Calloni çok sinirlenmişti, sonu hiç gelmeyecekmiş gibi öpüştüğü adam ona dostu olduğu bahanesini uydurarak bırakmıştı. İçeri hızlı adımlar ile ilerledi, o hızın ve kızgınlığın etkisi ile ayağını kapının kenarına vurup yere kapaklandı. Öfke vardı gözlerinde, bulunduğu yerden kalkıp kanepenin üzerine uzandı, üzerine küp desenli battaniyesini alıp uzun uzun düşünmeye başladı, yavaş yavaş utanmaya başladı yaptıklarından, sağ tarafa dönerek ellerini başının altına koyup uykuya daldı. Sabah saat 07:45 sularını gösteriyordu ve böyle giderse Fred işinin ilk gününe geç kalacaktı. Calloni biran gözlerini açtı ve tekrar kapattı, unuttu galiba Fred'i kaldırmayı, fakat bir anda tekrar gözünü açtı ve üzerini dahi giyinmeden Fred'in odasına koştu.

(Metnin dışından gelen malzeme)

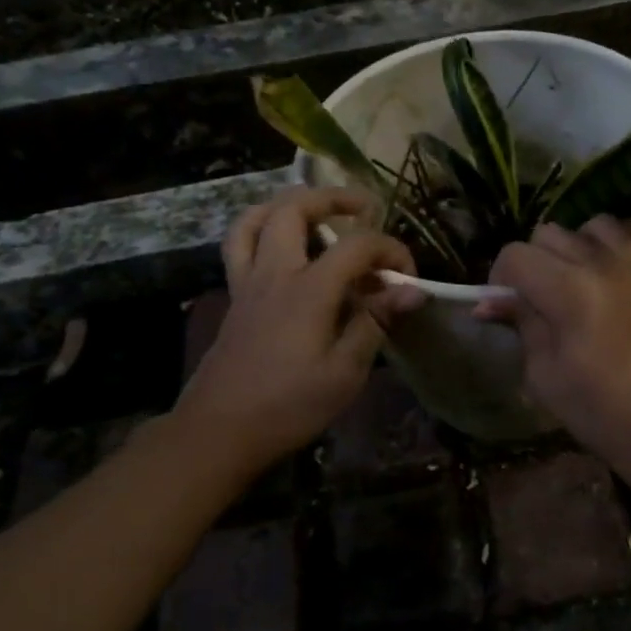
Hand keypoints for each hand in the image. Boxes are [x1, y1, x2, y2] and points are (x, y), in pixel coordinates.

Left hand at [180, 188, 420, 470]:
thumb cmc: (288, 407)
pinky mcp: (235, 298)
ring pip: (256, 218)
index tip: (408, 279)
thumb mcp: (344, 373)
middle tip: (364, 208)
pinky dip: (261, 228)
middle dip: (334, 198)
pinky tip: (281, 246)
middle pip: (296, 209)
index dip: (391, 251)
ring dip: (289, 204)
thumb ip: (375, 324)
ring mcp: (248, 282)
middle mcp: (275, 273)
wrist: (219, 431)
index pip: (357, 245)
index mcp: (309, 291)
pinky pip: (240, 244)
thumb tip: (411, 291)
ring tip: (317, 212)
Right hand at [477, 218, 630, 463]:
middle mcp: (604, 266)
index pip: (516, 255)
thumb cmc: (600, 412)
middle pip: (550, 233)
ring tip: (577, 279)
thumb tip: (489, 302)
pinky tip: (616, 264)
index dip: (500, 277)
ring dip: (577, 246)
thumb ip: (521, 325)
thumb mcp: (544, 375)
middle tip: (537, 300)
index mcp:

-Freeeeeed lütfen uyan işe geç kalacaksıııın.
Fred gözlerini açar açmaz tedirgin bir halde saate bakarak...
*Aman Tanrım, daha işe başlamadan kötü bir algı bırakacağım...
Calloni Fred'in kıyafetlerini yanına getirdi ve biran önce yeni başlayacağı işe yetiştirmek için çabaladı. Fred kıyafetlerini giyer giymez oğlunun yanına gitti, Steven uyuyordu yaklaştı, yanağına küçük bir öpücük kondurdu, ardından hiç olmadığı kadar hızlı adımlar ile kapıya yöneldi, merdivenleri ikişer üçer inmiyordu, dörder beşer atlıyordu, cebinde kalan son parasını otobüse vermek zorundaydı yoksa yetişemeyecekti, otobüs durağında beklemeye başladı, aksilik ya otobüste gelmek bilmiyordu. durağın önünde sağa sola yürüyerek stresini dışa vuruyordu, nihayet otobüs göründü, durağa yaklaşan otobüse bindi, otobüs tıklım tıklım doluydu, herkes sabah uykusundan uyanmış ve işe gitmek için yola çıkmıştı. Nefes alınmayacak derecede kokuyordu otobüsün içerisi, ne yemişti bu millet, nasıl bu kadar fazla koka biliyorlar diye düşünmeden de edemedi. Restorana en yakın durakta indi ve iner inmez koşmaya başladı, restorana yaklaştığında saatine baktı 08:45 aman Tanrım çok geç kaldım diye mırıldandı... Daha hızlı koşmaya başladı, hemen restoranın kapısına yöneldi ve durdu, üzerini düzeltti, çok terlemişti ve ter kokmaktan korkuyordu, hızlı ve emin adımlar ile içeri girerek Müdür yazılı kapıya doğru ilerledi. 2 kez kapıyı tıklattı....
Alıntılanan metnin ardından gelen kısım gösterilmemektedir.